O ressentimento era inevitável. Mas como a esquerda não apresentou alternativas, em quase parte alguma, este sentimento foi capturado por políticos que tiveram farto espaço para uma manobra grotesca. Eles atribuíram a desigualdade abissal que surgiu não ao domínio do capital financeiro, mas a uma suposta ditadura intelectual. Dos que tiveram a oportunidade de estudar. Dos que desejam olhar para o outro – o imigrante, o refugiado, o indígena. Dos que veem gênero e sexo além da genética. Dos que enxergam as religiões como construções simbólicas, não como portadoras de verdades divinas.
Esta “nova” ultradireita irrompeu tão inesperadamente, e provoca danos tão dramáticos, que muitas vezes somos tentados a vê-la como a causa dos grandes dramas contemporâneos. Na verdade, mostram Halimi e Rimbert, ela é sintoma. Prova eloquente é que tanto a “nova” corrente quanto os neoliberais são partidários de um único dogma econômico: a supremacia dos mercados sobre as sociedades – defendida indistintamente por Trump e Emmanuel Macron; Bolsonaro e Paulo Guedes; Steven Bannon e George Soros.

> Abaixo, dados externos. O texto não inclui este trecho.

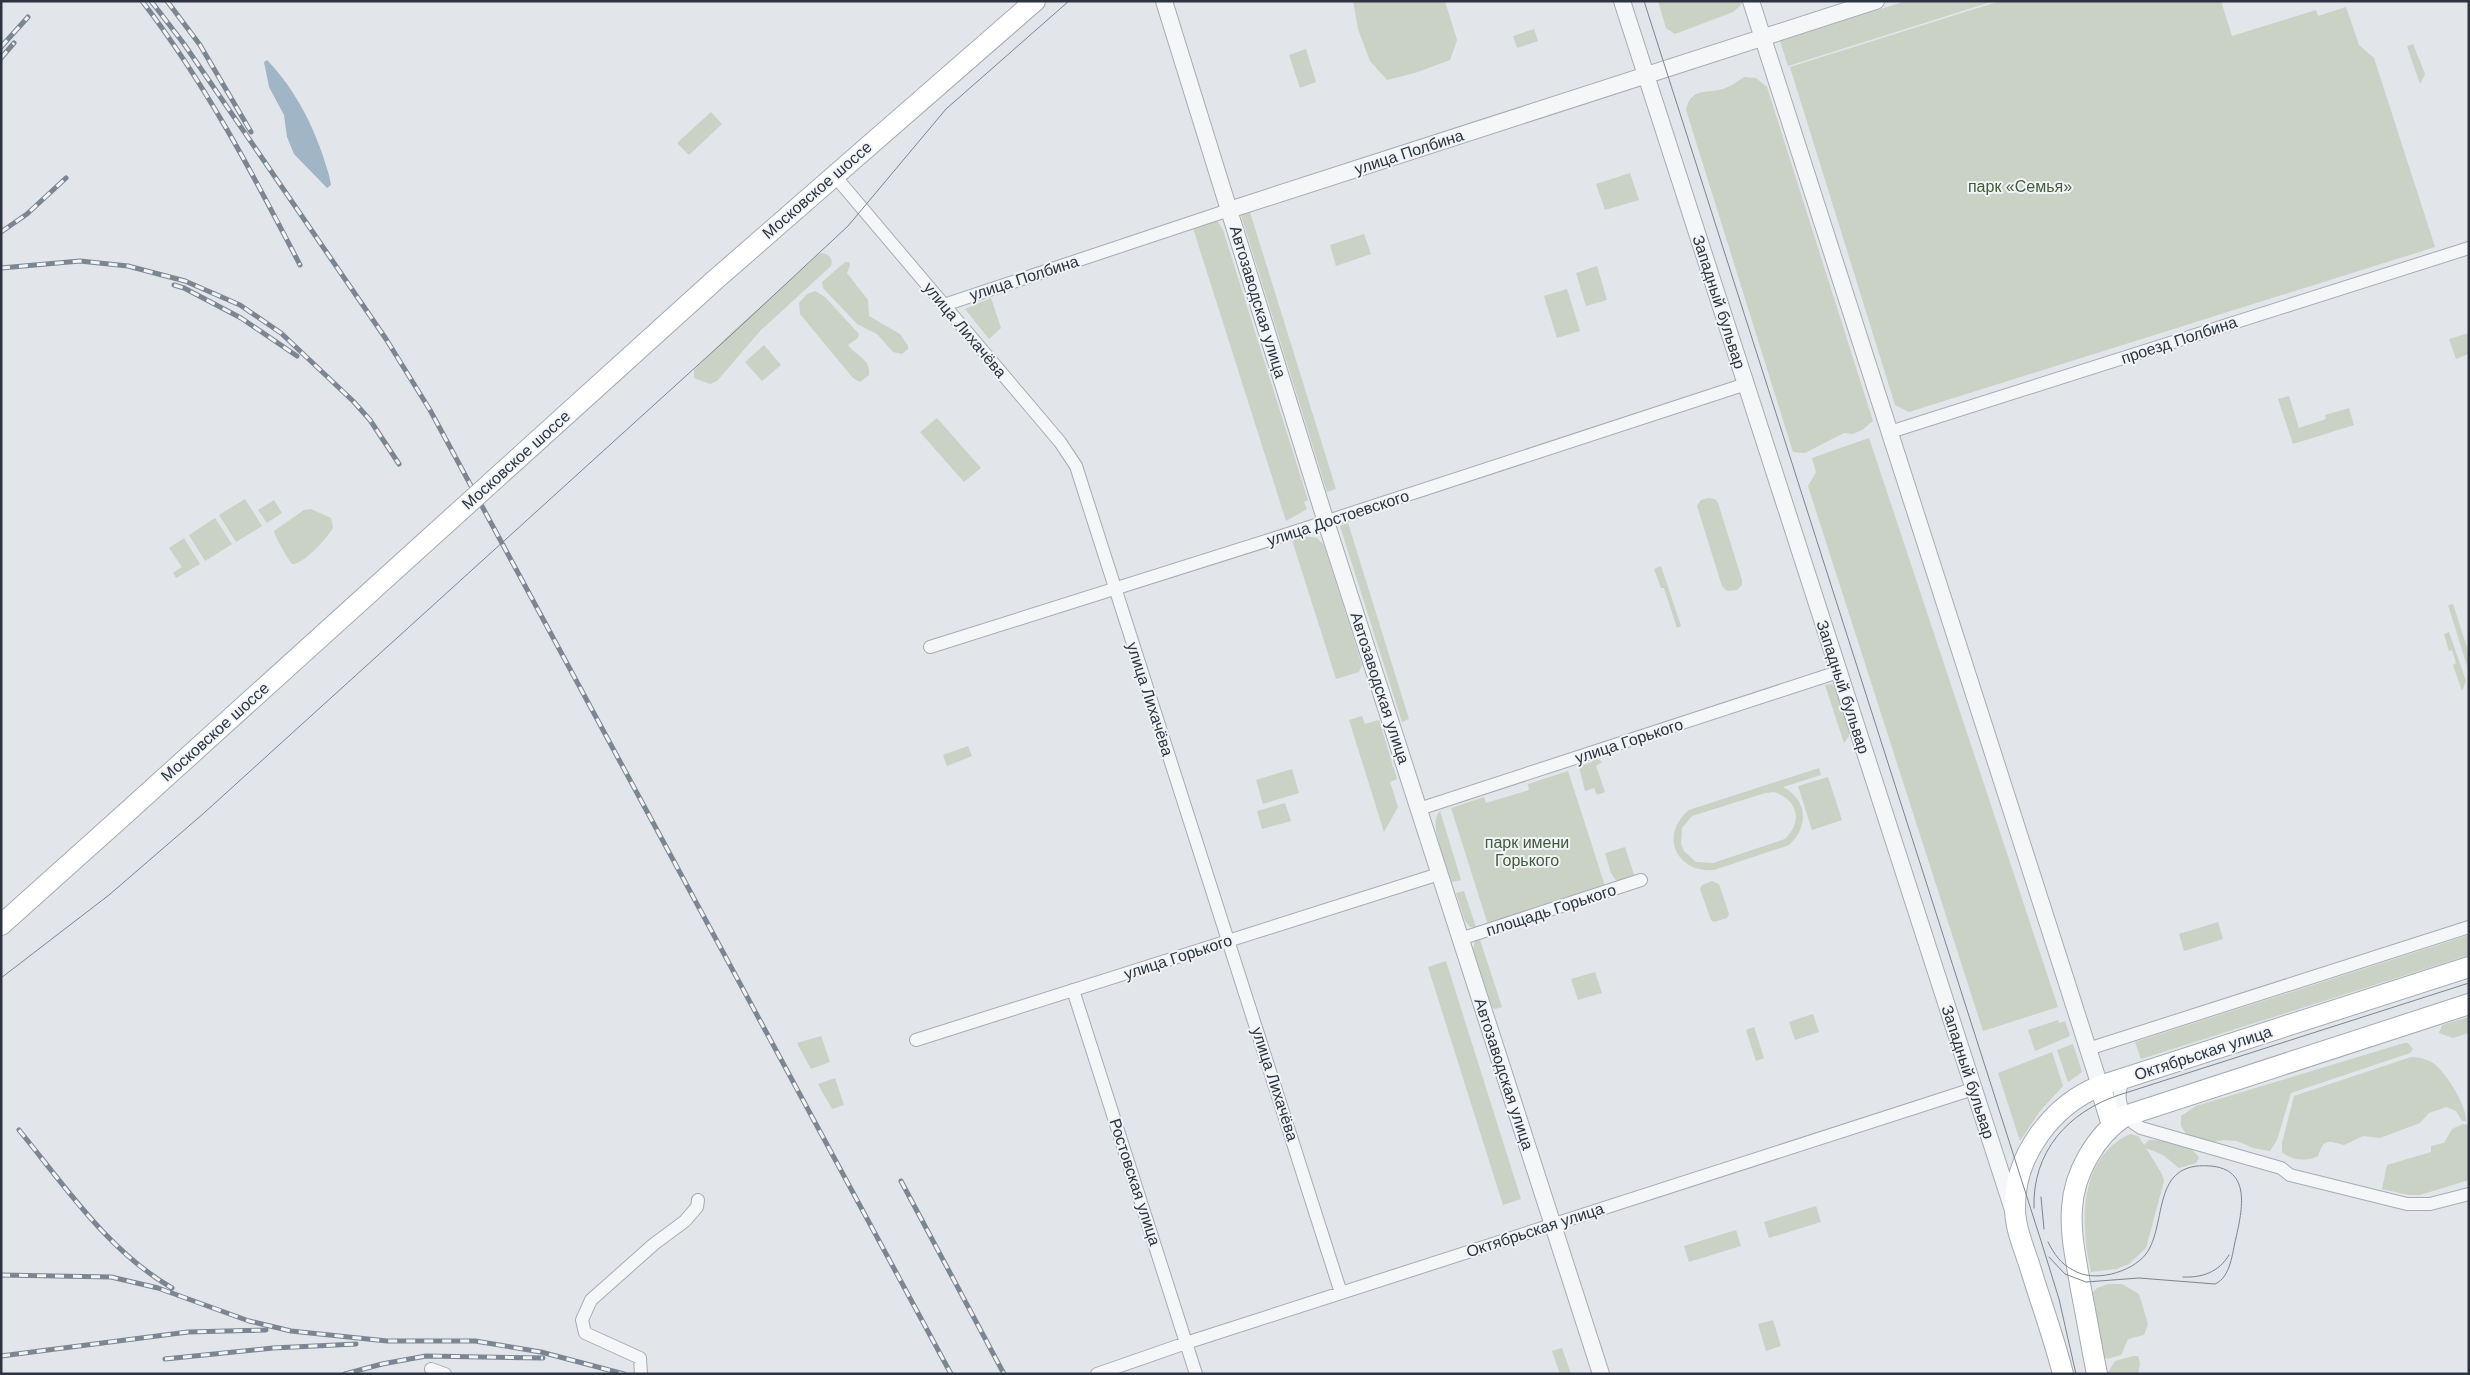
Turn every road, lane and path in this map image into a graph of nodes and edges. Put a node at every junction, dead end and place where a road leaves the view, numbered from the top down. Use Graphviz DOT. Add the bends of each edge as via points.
graph roads {
  1 [pos="1035,1"];
  2 [pos="1164,1"];
  3 [pos="1622,1"];
  4 [pos="1751,1"];
  5 [pos="1876,1"];
  6 [pos="1763,37"];
  7 [pos="1645,75"];
  8 [pos="834,175"];
  9 [pos="1229,210"];
  10 [pos="2469,248"];
  11 [pos="944,305"];
  12 [pos="1746,384"];
  13 [pos="1890,432"];
  14 [pos="1326,522"];
  15 [pos="1114,588"];
  16 [pos="930,647"];
  17 [pos="1838,672"];
  18 [pos="1419,810"];
  19 [pos="1439,874"];
  20 [pos="1641,880"];
  21 [pos="1,925"];
  22 [pos="2469,927"];
  23 [pos="1460,939"];
  24 [pos="1229,940"];
  25 [pos="2469,967"];
  26 [pos="1073,990"];
  27 [pos="2469,1004"];
  28 [pos="916,1040"];
  29 [pos="2088,1049"];
  30 [pos="2125,1078"];
  31 [pos="2100,1086"];
  32 [pos="1974,1089"];
  33 [pos="2115,1117"];
  34 [pos="2469,1194"];
  35 [pos="698,1200"];
  36 [pos="2016,1221"];
  37 [pos="1552,1225"];
  38 [pos="1341,1293"];
  39 [pos="1186,1343"];
  40 [pos="431,1369"];
  41 [pos="445,1374"];
  42 [pos="640,1374"];
  43 [pos="1098,1374"];
  44 [pos="1196,1374"];
  45 [pos="1601,1374"];
  46 [pos="2062,1374"];
  47 [pos="2097,1374"];
  1 -- 8 [label="main road, Московское шоссе"];
  2 -- 9 [label="street, Автозаводская улица"];
  3 -- 7 [label="street, Западный бульвар"];
  4 -- 6 [label="street"];
  5 -- 6 [label="street, улица Полбина"];
  6 -- 7 [label="street, улица Полбина"];
  6 -- 13 [label="street"];
  7 -- 9 [label="street, улица Полбина"];
  7 -- 12 [label="street, Западный бульвар"];
  8 -- 11 [label="street, улица Лихачёва"];
  8 -- 21 [label="main road, Московское шоссе, bridge"];
  9 -- 11 [label="street, улица Полбина"];
  9 -- 14 [label="street, Автозаводская улица"];
  10 -- 13 [label="street, проезд Полбина"];
  11 -- 15 [label="street, улица Лихачёва" via="1076,466"];
  12 -- 14 [label="street, улица Достоевского"];
  12 -- 17 [label="street, Западный бульвар"];
  13 -- 29 [label="street"];
  14 -- 15 [label="street, улица Достоевского"];
  14 -- 18 [label="street, Автозаводская улица"];
  15 -- 16 [label="street, улица Достоевского"];
  15 -- 24 [label="street, улица Лихачёва"];
  17 -- 18 [label="street, улица Горького"];
  17 -- 32 [label="street, Западный бульвар"];
  18 -- 19 [label="street, Автозаводская улица"];
  19 -- 23 [label="street, Автозаводская улица"];
  19 -- 24 [label="street, улица Горького"];
  20 -- 23 [label="street, площадь Горького"];
  22 -- 29 [label="street"];
  23 -- 37 [label="street, Автозаводская улица"];
  24 -- 26 [label="street, улица Горького"];
  24 -- 38 [label="street, улица Лихачёва"];
  25 -- 30 [label="main road, Октябрьская улица"];
  26 -- 28 [label="street, улица Горького"];
  26 -- 39 [label="street, Ростовская улица"];
  27 -- 33 [label="main road"];
  29 -- 31 [label="street"];
  30 -- 31 [label="main road, Октябрьская улица"];
  30 -- 33 [label="street"];
  31 -- 33 [label="main road"];
  31 -- 36 [label="main road, Октябрьская улица" via="2067,1104 2037,1137 2020,1175"];
  32 -- 36 [label="street, Западный бульвар"];
  32 -- 37 [label="street, Октябрьская улица"];
  33 -- 34 [label="street" via="2141,1128 2281,1168 2290,1175 2407,1204 2430,1204"];
  33 -- 47 [label="main road" via="2094,1145 2078,1180 2072,1207 2072,1232"];
  35 -- 42 [label="street" via="697,1207 685,1221 654,1244 592,1300 582,1320 585,1332 640,1358"];
  36 -- 46 [label="main road, Западный бульвар"];
  37 -- 38 [label="street, Октябрьская улица"];
  37 -- 45 [label="street, Автозаводская улица"];
  38 -- 39 [label="street, Октябрьская улица"];
  39 -- 43 [label="street, Октябрьская улица"];
  39 -- 44 [label="street, Ростовская улица"];
  40 -- 41 [label="street"];
}
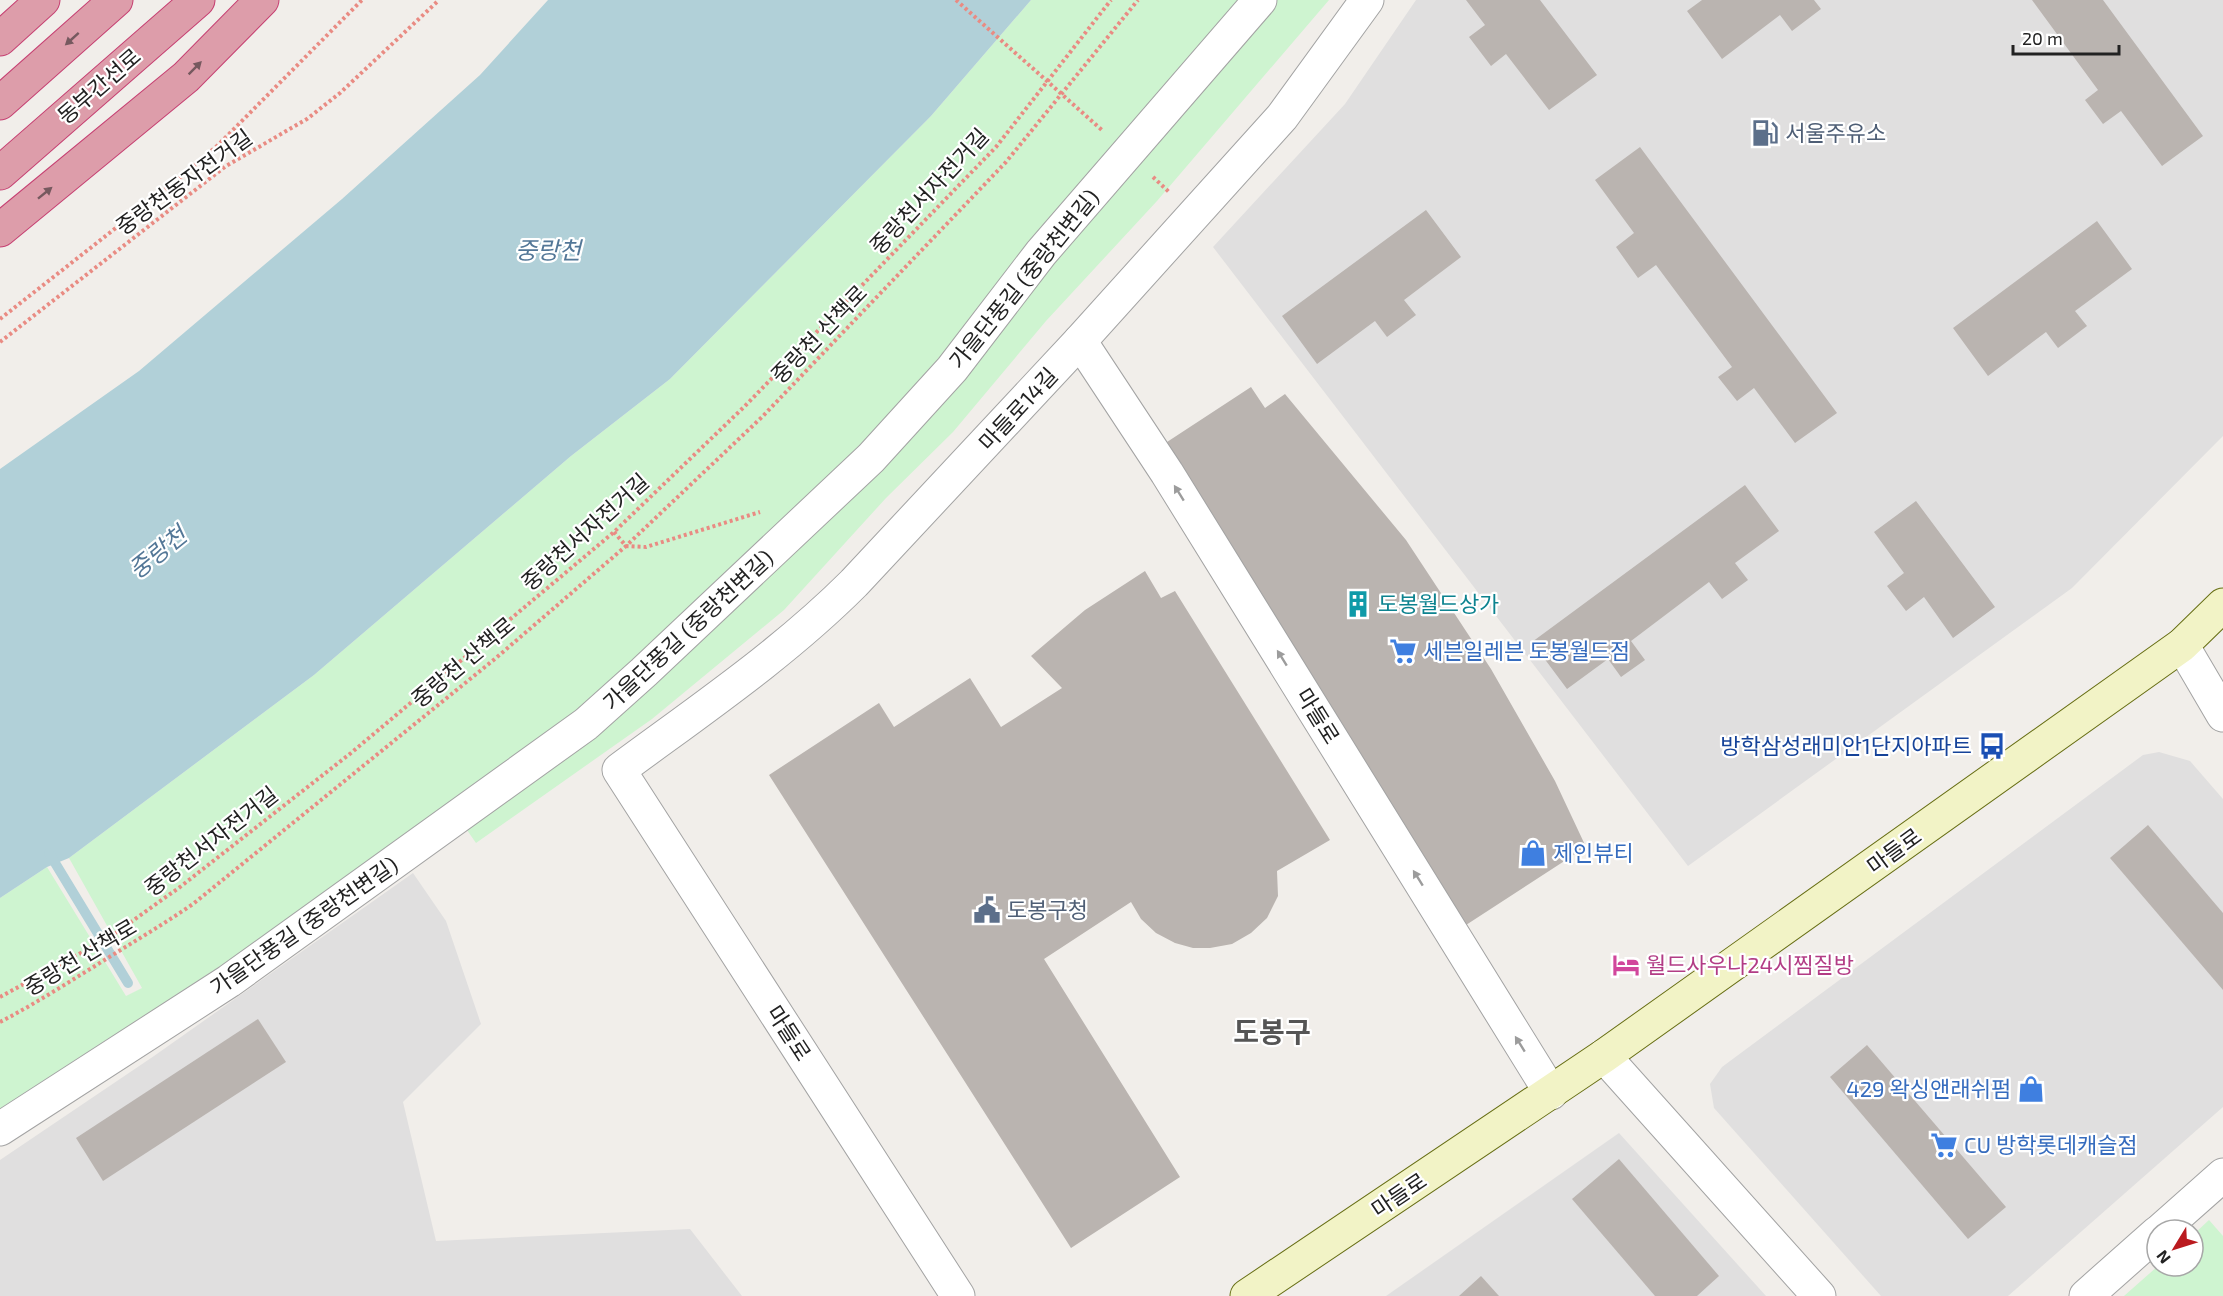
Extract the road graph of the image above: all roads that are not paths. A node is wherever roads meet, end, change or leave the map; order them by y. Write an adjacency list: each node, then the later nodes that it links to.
1 (43, 0): 7 (highway)
2 (116, 0): 8 (highway, one-way to 8)
3 (198, 0): 9 (highway, 동부간선로)
4 (262, 0): 10 (highway, one-way to 4)
5 (1260, 0): 19 (street, 가을단풍길 (중랑천변길))
6 (1367, 0): 11 (street, 마들로14길)
7 (0, 39)
8 (0, 103)
9 (0, 173)
10 (0, 230)
11 (1080, 341): 16 (street, 마들로14길); 18 (street, 마들로, one-way to 11)
12 (2223, 605): 13 (street, 마들로)
13 (2182, 645): 14 (street); 15 (street); 17 (street, 마들로)
14 (2223, 680)
15 (2223, 715)
16 (619, 770): 23 (street, 마들로)
17 (1604, 1056): 18 (street, 마들로); 25 (street)
18 (1551, 1094): 24 (street, 마들로)
19 (0, 1129)
20 (2223, 1175): 21 (street)
21 (2175, 1218)
22 (2145, 1244): 26 (street)
23 (958, 1296)
24 (1247, 1296)
25 (1819, 1296)
26 (2086, 1296)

O desastre equatoriano parece demonstrar que não basta reagir aos Bolsonaros – a devastação virá igualmente pelas mãos de Christine Lagarde, a charmosa diretora-gerente do FMI. Falta um projeto de esquerda renovado, capaz de aparecer, às sociedades, como alternativa nítida. Por enquanto, ele existe apenas como pedras, atiradas contra a cavalaria, as balas e o Estado de Emergência de Lenin Moreno. É preciso dar-lhe a forma das ideias perigosas.